» EXERCISE BRIEF
Sift the listing for lines that hold the string "dead" and pull them out.

━━━━━ STUDY MATERIAL ━━━━━

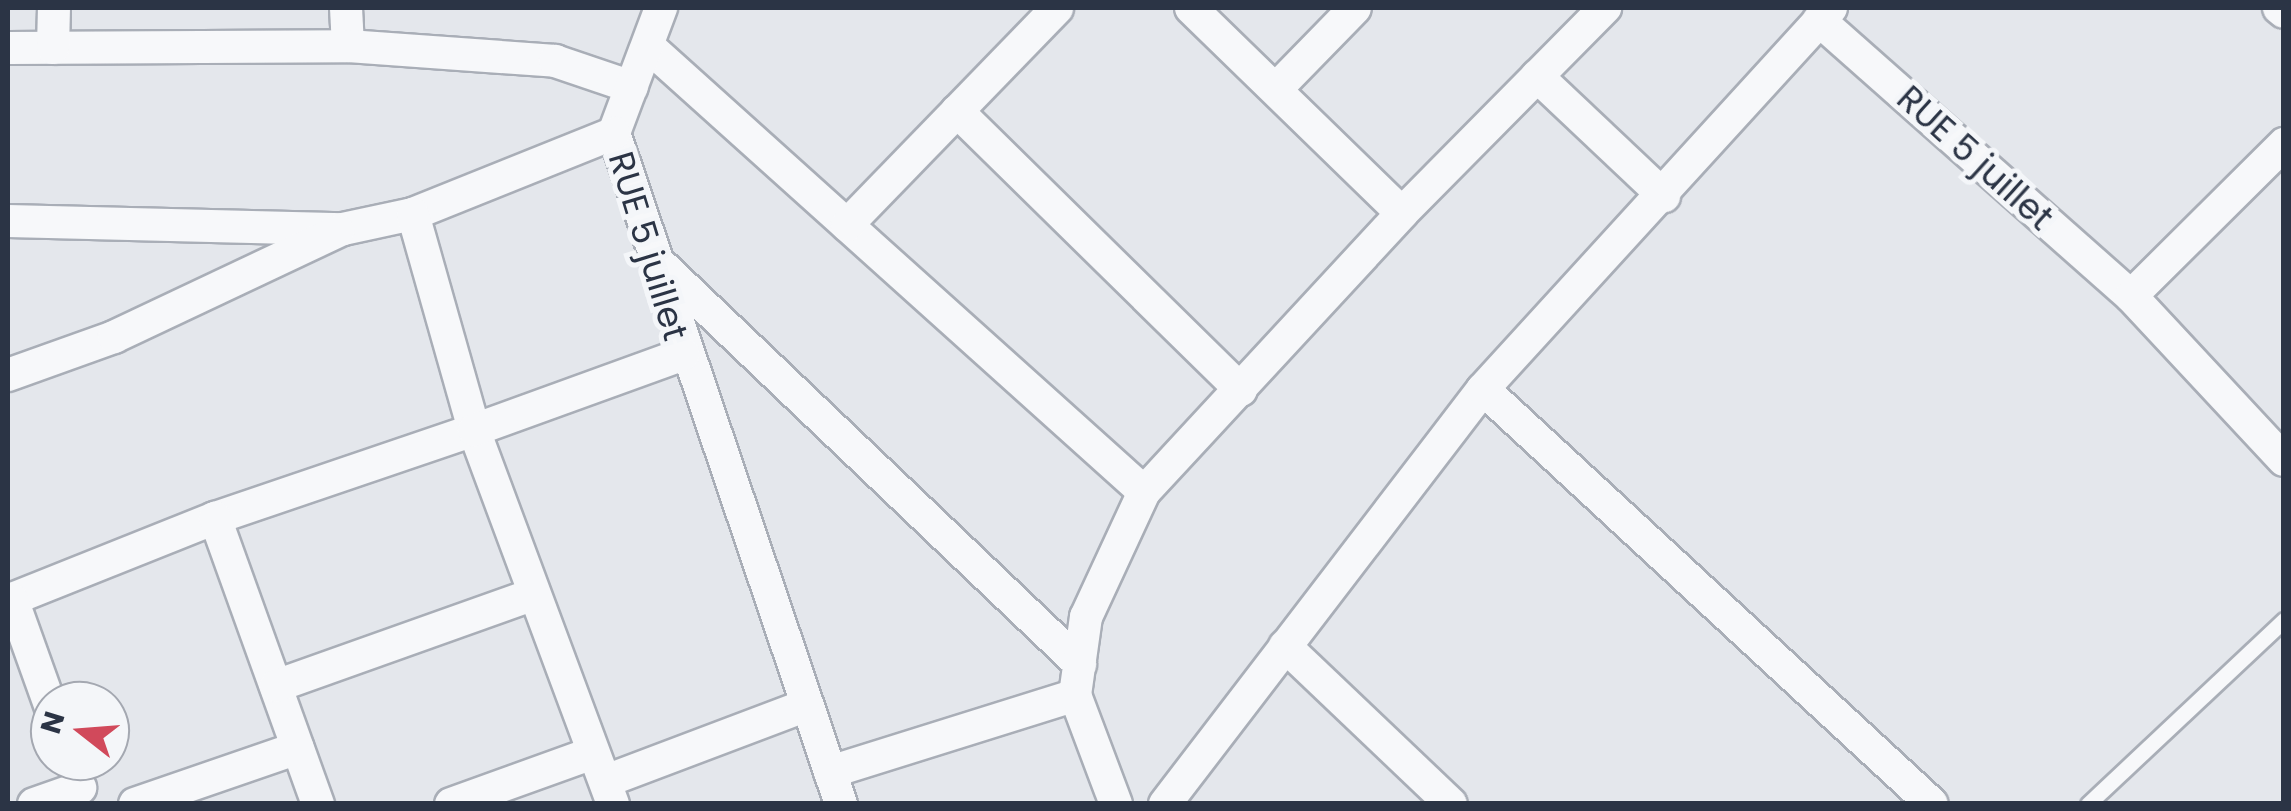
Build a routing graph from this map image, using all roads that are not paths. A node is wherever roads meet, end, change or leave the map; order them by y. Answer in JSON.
{"nodes":[{"id":1,"x":54,"y":8,"type":"edge"},
{"id":2,"x":346,"y":8,"type":"edge"},
{"id":3,"x":662,"y":8,"type":"edge"},
{"id":4,"x":1057,"y":8,"type":"edge"},
{"id":5,"x":1191,"y":8,"type":"edge"},
{"id":6,"x":1355,"y":8,"type":"edge"},
{"id":7,"x":1605,"y":8,"type":"edge"},
{"id":8,"x":1825,"y":14,"type":"edge"},
{"id":9,"x":348,"y":46,"type":"junction"},
{"id":10,"x":648,"y":46,"type":"junction"},
{"id":11,"x":8,"y":48,"type":"edge"},
{"id":12,"x":53,"y":48,"type":"junction"},
{"id":13,"x":1537,"y":76,"type":"junction"},
{"id":14,"x":632,"y":87,"type":"junction"},
{"id":15,"x":1278,"y":88,"type":"junction"},
{"id":16,"x":958,"y":111,"type":"junction"},
{"id":17,"x":614,"y":133,"type":"junction"},
{"id":18,"x":2284,"y":144,"type":"edge"},
{"id":19,"x":1664,"y":196,"type":"junction"},
{"id":20,"x":1402,"y":212,"type":"junction"},
{"id":21,"x":413,"y":214,"type":"junction"},
{"id":22,"x":8,"y":221,"type":"edge"},
{"id":23,"x":847,"y":225,"type":"junction"},
{"id":24,"x":343,"y":229,"type":"junction"},
{"id":25,"x":653,"y":258,"type":"junction"},
{"id":26,"x":2131,"y":296,"type":"junction"},
{"id":27,"x":684,"y":354,"type":"junction"},
{"id":28,"x":8,"y":375,"type":"edge"},
{"id":29,"x":1482,"y":388,"type":"junction"},
{"id":30,"x":1242,"y":390,"type":"junction"},
{"id":31,"x":474,"y":430,"type":"junction"},
{"id":32,"x":2284,"y":460,"type":"edge"},
{"id":33,"x":1144,"y":492,"type":"junction"},
{"id":34,"x":216,"y":518,"type":"junction"},
{"id":35,"x":534,"y":594,"type":"junction"},
{"id":36,"x":10,"y":600,"type":"edge"},
{"id":37,"x":2284,"y":620,"type":"edge"},
{"id":38,"x":1285,"y":646,"type":"junction"},
{"id":39,"x":1077,"y":680,"type":"junction"},
{"id":40,"x":41,"y":681,"type":"edge"},
{"id":41,"x":276,"y":686,"type":"junction"},
{"id":42,"x":806,"y":705,"type":"junction"},
{"id":43,"x":298,"y":748,"type":"junction"},
{"id":44,"x":830,"y":772,"type":"junction"},
{"id":45,"x":604,"y":779,"type":"edge"},
{"id":46,"x":79,"y":784,"type":"edge"},
{"id":47,"x":34,"y":804,"type":"edge"},
{"id":48,"x":135,"y":804,"type":"edge"},
{"id":49,"x":318,"y":804,"type":"edge"},
{"id":50,"x":451,"y":804,"type":"edge"},
{"id":51,"x":841,"y":804,"type":"edge"},
{"id":52,"x":1116,"y":804,"type":"edge"},
{"id":53,"x":1165,"y":804,"type":"edge"},
{"id":54,"x":1451,"y":804,"type":"edge"},
{"id":55,"x":1932,"y":804,"type":"edge"},
{"id":56,"x":2088,"y":804,"type":"edge"}],
"edges":[{"from":1,"to":12,"type":"street"},
{"from":2,"to":9,"type":"street"},
{"from":3,"to":10,"type":"street"},
{"from":4,"to":16,"type":"street"},
{"from":5,"to":15,"type":"street"},
{"from":6,"to":15,"type":"street"},
{"from":7,"to":13,"type":"street"},
{"from":8,"to":19,"type":"street"},
{"from":8,"to":26,"type":"street","name":"RUE 5 juillet"},
{"from":9,"to":12,"type":"street"},
{"from":9,"to":14,"type":"street"},
{"from":10,"to":14,"type":"street"},
{"from":10,"to":23,"type":"street"},
{"from":11,"to":12,"type":"street"},
{"from":13,"to":19,"type":"street"},
{"from":13,"to":20,"type":"street"},
{"from":14,"to":17,"type":"street"},
{"from":15,"to":20,"type":"street"},
{"from":16,"to":23,"type":"street"},
{"from":16,"to":30,"type":"street"},
{"from":17,"to":21,"type":"street","name":"RUE 5 juillet"},
{"from":17,"to":25,"type":"street","name":"RUE 5 juillet"},
{"from":18,"to":26,"type":"street"},
{"from":19,"to":29,"type":"street"},
{"from":20,"to":30,"type":"street"},
{"from":21,"to":24,"type":"street","name":"RUE 5 juillet"},
{"from":21,"to":31,"type":"street"},
{"from":22,"to":24,"type":"street"},
{"from":23,"to":33,"type":"street"},
{"from":24,"to":28,"type":"street"},
{"from":25,"to":27,"type":"street","name":"RUE 5 juillet"},
{"from":25,"to":39,"type":"street"},
{"from":26,"to":32,"type":"street","name":"RUE 5 juillet"},
{"from":27,"to":31,"type":"street","name":"RUE 5 juillet"},
{"from":27,"to":42,"type":"street"},
{"from":29,"to":38,"type":"street"},
{"from":29,"to":55,"type":"street"},
{"from":30,"to":33,"type":"street"},
{"from":31,"to":34,"type":"street","name":"RUE 5 juillet"},
{"from":31,"to":35,"type":"street"},
{"from":33,"to":39,"type":"street"},
{"from":34,"to":36,"type":"street","name":"RUE 5 juillet"},
{"from":34,"to":41,"type":"street"},
{"from":35,"to":41,"type":"street"},
{"from":35,"to":45,"type":"street"},
{"from":36,"to":40,"type":"street"},
{"from":37,"to":56,"type":"lane"},
{"from":38,"to":53,"type":"street"},
{"from":38,"to":54,"type":"street"},
{"from":39,"to":44,"type":"street"},
{"from":39,"to":52,"type":"street"},
{"from":41,"to":43,"type":"street"},
{"from":42,"to":44,"type":"street"},
{"from":42,"to":45,"type":"street"},
{"from":43,"to":48,"type":"street"},
{"from":43,"to":49,"type":"street"},
{"from":44,"to":51,"type":"street"},
{"from":45,"to":50,"type":"street"},
{"from":46,"to":47,"type":"street"}]}
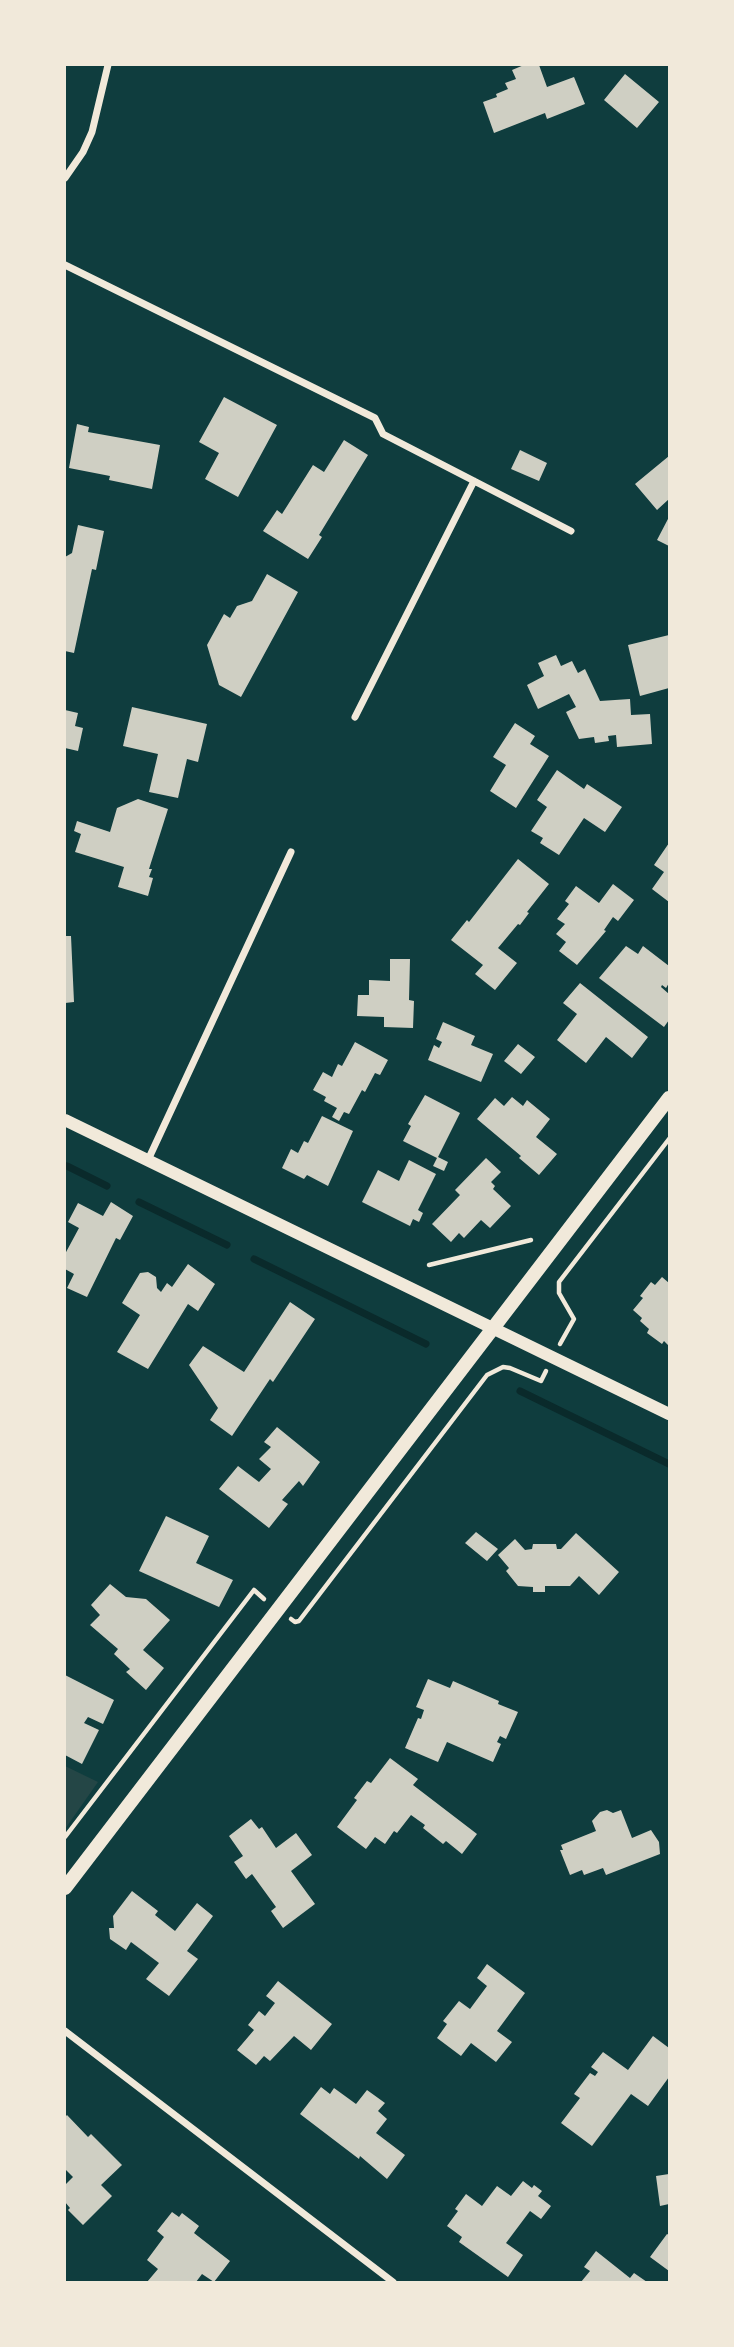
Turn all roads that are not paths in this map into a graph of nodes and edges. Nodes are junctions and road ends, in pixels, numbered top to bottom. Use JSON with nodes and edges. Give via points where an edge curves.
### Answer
{"nodes":[{"id":1,"x":107,"y":65,"type":"edge"},
{"id":2,"x":65,"y":178,"type":"edge"},
{"id":3,"x":65,"y":265,"type":"edge"},
{"id":4,"x":474,"y":481,"type":"junction"},
{"id":5,"x":571,"y":531,"type":"dead end"},
{"id":6,"x":355,"y":717,"type":"dead end"},
{"id":7,"x":291,"y":852,"type":"dead end"},
{"id":8,"x":669,"y":1098,"type":"edge"},
{"id":9,"x":65,"y":1120,"type":"edge"},
{"id":10,"x":148,"y":1160,"type":"junction"},
{"id":11,"x":494,"y":1327,"type":"junction"},
{"id":12,"x":669,"y":1414,"type":"edge"},
{"id":13,"x":65,"y":1888,"type":"edge"},
{"id":14,"x":65,"y":2031,"type":"edge"},
{"id":15,"x":393,"y":2282,"type":"edge"}],
"edges":[{"from":1,"to":2,"type":"street","via":[[92,132]]},
{"from":3,"to":4,"type":"street","via":[[375,418],[383,435]]},
{"from":4,"to":5,"type":"street"},
{"from":4,"to":6,"type":"street"},
{"from":7,"to":10,"type":"street"},
{"from":8,"to":11,"type":"main road"},
{"from":9,"to":10,"type":"street"},
{"from":10,"to":11,"type":"street"},
{"from":11,"to":12,"type":"street"},
{"from":11,"to":13,"type":"main road"},
{"from":14,"to":15,"type":"street"}]}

━━━━━

» OUTPUT OF THE EXERCISE
{"id":5,"x":571,"y":531,"type":"dead end"},
{"id":6,"x":355,"y":717,"type":"dead end"},
{"id":7,"x":291,"y":852,"type":"dead end"},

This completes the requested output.